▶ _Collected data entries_

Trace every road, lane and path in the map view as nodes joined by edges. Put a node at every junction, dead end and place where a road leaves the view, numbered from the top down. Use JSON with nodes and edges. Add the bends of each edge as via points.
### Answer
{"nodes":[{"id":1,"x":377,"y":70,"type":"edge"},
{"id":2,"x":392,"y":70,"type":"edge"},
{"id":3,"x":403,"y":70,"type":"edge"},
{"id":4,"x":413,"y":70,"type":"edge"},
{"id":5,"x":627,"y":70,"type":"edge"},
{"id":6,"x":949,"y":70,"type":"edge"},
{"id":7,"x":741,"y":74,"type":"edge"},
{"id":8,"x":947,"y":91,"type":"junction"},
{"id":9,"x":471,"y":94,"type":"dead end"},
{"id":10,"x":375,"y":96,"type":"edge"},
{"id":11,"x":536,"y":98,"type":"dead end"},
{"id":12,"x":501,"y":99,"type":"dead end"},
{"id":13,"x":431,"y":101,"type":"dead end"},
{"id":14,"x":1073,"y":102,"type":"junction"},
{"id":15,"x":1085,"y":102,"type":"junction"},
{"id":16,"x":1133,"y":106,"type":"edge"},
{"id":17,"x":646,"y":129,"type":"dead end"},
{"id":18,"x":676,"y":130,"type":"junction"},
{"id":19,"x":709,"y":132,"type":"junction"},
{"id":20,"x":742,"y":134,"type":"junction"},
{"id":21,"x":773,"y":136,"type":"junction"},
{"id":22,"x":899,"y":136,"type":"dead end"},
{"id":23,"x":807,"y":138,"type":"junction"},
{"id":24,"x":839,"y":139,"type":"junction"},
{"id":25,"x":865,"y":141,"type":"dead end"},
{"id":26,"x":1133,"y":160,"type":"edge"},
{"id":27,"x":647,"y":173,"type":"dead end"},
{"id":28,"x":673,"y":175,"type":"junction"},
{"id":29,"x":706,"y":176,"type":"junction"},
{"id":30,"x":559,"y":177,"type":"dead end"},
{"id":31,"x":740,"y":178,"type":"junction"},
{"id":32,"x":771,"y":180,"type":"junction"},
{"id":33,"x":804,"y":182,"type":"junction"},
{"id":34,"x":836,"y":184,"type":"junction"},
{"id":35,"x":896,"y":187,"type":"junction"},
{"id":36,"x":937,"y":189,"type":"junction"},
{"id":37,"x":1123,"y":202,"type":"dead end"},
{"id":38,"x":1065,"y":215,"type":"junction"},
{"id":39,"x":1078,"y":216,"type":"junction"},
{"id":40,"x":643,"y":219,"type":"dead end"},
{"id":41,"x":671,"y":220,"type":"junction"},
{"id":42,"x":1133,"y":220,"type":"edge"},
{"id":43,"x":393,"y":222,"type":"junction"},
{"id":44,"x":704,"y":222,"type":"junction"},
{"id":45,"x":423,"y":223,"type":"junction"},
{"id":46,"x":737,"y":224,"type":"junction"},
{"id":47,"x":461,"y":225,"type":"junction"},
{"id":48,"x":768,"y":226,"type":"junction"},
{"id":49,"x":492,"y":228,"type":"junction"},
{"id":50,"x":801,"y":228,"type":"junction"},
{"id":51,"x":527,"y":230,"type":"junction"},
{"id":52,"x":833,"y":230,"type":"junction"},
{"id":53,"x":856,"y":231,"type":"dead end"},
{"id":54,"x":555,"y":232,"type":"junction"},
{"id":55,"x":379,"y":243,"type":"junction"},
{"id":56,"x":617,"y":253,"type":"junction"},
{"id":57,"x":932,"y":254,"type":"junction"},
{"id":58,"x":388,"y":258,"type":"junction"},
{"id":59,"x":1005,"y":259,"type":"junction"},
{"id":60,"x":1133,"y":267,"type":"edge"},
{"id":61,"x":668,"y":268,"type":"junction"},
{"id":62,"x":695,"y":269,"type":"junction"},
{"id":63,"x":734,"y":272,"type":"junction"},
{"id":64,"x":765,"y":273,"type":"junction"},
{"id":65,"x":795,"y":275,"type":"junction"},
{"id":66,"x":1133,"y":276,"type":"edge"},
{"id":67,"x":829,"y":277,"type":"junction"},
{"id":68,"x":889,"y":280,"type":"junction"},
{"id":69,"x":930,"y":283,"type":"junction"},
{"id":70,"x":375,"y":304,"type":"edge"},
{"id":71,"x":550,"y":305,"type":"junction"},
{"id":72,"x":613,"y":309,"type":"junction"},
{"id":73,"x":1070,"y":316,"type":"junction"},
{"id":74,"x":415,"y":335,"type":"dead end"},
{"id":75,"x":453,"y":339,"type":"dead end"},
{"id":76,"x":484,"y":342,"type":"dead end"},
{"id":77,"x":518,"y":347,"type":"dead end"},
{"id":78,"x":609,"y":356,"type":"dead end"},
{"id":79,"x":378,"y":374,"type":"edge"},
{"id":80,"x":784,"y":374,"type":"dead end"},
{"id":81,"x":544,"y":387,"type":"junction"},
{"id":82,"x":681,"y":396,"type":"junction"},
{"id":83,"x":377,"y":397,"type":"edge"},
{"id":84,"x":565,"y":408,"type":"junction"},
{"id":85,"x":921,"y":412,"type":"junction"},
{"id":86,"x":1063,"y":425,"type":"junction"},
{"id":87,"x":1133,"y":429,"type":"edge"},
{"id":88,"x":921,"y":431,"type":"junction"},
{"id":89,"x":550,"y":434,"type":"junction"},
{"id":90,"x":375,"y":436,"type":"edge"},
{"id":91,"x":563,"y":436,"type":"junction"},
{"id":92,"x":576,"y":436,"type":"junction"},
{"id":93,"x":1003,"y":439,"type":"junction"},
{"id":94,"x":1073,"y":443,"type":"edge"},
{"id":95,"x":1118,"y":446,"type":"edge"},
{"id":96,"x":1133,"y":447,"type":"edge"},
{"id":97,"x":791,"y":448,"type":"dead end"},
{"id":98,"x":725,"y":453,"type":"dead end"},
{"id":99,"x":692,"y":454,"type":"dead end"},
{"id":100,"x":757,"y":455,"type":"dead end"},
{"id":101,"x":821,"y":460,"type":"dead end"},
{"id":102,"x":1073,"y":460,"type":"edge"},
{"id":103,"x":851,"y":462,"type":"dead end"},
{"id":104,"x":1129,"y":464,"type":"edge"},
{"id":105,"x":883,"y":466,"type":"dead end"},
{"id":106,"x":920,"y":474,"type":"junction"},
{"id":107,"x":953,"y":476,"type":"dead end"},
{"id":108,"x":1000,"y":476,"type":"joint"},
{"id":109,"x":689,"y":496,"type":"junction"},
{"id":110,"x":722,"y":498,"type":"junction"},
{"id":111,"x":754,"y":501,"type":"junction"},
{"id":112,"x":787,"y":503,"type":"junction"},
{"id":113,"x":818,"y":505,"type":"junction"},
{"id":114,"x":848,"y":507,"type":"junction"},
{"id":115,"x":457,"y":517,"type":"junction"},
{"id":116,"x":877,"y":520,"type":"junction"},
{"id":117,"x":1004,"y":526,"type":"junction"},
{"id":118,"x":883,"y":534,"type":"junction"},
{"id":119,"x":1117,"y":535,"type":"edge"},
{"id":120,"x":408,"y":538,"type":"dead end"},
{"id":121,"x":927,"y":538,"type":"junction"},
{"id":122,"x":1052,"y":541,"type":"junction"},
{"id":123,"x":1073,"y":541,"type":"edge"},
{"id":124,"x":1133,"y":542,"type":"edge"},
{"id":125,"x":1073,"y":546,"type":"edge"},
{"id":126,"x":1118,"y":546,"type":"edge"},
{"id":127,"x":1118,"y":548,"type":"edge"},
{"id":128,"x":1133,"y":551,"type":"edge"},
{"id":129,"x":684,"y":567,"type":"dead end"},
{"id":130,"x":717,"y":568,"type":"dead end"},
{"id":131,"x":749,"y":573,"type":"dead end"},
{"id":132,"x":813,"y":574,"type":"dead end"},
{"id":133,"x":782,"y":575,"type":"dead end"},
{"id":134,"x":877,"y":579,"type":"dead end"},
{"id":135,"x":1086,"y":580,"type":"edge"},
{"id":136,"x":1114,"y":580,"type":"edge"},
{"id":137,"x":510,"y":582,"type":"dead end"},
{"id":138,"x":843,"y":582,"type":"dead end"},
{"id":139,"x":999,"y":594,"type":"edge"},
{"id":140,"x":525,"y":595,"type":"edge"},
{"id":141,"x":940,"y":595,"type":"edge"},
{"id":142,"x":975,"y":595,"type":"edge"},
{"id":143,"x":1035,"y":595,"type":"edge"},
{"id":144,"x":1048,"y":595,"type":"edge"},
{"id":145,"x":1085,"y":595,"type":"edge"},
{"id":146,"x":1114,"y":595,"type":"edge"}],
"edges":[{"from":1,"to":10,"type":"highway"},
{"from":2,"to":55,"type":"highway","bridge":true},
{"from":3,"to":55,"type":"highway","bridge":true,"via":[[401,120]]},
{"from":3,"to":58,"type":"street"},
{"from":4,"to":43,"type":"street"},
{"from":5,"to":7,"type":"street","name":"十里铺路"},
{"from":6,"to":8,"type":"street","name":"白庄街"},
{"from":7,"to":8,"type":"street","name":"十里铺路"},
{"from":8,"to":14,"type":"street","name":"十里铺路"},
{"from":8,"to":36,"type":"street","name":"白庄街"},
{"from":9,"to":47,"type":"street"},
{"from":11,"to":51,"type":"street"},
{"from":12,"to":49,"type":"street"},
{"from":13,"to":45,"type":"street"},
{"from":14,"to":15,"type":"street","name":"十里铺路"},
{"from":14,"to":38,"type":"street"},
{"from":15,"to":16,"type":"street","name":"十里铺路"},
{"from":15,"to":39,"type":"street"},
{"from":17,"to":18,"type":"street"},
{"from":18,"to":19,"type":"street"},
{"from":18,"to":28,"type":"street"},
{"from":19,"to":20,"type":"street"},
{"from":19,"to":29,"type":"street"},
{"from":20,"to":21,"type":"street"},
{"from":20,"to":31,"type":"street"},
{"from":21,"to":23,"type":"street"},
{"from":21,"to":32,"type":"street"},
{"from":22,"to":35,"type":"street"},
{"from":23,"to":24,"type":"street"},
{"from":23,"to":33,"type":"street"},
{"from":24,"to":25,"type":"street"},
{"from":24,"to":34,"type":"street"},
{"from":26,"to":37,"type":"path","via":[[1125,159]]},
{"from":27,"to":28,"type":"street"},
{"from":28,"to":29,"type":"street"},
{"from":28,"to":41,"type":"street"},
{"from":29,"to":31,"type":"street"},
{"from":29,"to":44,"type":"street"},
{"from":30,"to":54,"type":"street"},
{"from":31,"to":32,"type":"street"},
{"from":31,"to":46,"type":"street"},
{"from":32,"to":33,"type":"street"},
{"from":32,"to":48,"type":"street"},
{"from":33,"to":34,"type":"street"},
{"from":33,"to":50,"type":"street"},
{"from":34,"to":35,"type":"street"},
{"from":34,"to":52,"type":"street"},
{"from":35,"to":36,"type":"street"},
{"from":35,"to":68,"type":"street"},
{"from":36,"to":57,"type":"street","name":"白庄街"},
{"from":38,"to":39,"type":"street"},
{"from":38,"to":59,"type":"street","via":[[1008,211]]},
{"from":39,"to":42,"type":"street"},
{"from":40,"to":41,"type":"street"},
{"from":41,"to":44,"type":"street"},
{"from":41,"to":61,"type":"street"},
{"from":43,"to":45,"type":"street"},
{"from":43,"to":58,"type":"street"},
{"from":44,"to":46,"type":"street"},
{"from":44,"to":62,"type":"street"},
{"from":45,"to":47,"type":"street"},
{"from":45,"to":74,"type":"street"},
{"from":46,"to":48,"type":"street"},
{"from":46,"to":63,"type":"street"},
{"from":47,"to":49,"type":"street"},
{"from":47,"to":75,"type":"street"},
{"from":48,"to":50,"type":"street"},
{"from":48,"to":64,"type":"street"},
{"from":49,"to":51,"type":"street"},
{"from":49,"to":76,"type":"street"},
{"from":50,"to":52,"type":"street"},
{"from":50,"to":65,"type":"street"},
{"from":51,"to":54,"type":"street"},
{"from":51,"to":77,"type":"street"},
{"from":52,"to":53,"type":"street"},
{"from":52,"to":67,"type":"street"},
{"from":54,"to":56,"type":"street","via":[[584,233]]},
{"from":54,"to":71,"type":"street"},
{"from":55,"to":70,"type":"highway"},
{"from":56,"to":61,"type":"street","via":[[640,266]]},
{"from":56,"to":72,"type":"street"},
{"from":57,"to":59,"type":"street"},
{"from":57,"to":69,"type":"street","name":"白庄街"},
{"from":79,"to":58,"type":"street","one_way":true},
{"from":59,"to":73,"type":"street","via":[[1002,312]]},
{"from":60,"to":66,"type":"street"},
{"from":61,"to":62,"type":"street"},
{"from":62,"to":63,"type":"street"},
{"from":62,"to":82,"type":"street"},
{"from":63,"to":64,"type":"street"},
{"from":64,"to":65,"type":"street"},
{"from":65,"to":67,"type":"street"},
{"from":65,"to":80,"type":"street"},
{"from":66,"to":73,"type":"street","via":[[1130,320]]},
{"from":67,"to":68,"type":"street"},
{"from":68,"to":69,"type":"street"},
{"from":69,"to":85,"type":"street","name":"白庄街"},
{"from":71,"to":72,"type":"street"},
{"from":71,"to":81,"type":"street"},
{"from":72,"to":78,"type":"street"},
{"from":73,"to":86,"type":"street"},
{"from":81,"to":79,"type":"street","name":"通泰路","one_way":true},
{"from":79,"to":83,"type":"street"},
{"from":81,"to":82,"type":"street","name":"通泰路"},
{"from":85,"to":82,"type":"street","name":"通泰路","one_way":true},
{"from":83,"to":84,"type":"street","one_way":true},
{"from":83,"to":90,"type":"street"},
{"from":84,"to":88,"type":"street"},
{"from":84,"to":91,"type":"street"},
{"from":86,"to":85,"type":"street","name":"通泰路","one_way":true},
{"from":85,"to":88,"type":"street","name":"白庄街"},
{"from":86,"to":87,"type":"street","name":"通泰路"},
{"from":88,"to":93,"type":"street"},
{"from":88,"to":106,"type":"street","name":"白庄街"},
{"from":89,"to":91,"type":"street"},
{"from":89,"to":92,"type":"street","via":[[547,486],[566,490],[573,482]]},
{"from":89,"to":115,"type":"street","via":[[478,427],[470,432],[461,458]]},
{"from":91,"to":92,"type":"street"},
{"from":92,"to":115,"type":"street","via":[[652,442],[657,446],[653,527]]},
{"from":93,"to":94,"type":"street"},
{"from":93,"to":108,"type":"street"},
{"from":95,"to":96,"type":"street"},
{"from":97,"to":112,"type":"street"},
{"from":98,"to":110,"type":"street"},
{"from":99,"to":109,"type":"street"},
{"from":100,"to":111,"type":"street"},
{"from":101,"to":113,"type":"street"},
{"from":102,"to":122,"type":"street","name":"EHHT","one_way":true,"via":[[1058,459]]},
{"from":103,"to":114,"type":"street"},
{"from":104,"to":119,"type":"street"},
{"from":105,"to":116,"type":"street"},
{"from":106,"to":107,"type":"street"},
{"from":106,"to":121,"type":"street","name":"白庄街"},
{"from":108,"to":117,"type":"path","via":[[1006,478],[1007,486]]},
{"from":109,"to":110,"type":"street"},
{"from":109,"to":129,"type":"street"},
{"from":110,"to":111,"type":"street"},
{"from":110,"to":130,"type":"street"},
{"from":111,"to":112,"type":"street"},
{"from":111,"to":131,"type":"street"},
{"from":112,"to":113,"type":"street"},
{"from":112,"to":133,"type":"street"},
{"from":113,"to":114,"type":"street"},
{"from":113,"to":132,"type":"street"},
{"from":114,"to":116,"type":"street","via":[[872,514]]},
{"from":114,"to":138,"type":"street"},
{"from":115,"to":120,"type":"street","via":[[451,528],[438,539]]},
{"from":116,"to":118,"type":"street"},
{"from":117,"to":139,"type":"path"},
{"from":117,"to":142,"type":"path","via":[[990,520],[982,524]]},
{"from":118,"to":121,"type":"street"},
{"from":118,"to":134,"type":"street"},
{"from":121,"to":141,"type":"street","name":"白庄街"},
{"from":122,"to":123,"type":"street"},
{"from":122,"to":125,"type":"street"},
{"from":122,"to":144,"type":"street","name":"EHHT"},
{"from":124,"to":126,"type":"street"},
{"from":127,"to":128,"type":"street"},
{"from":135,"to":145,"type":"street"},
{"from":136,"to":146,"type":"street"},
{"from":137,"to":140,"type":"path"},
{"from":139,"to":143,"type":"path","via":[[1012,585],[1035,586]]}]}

▶ _WORK REQUEST_
Would you state how many lines of the data above hold the string "edges"? Reply with the number alone.

▶ _TASK RESPONSE_
2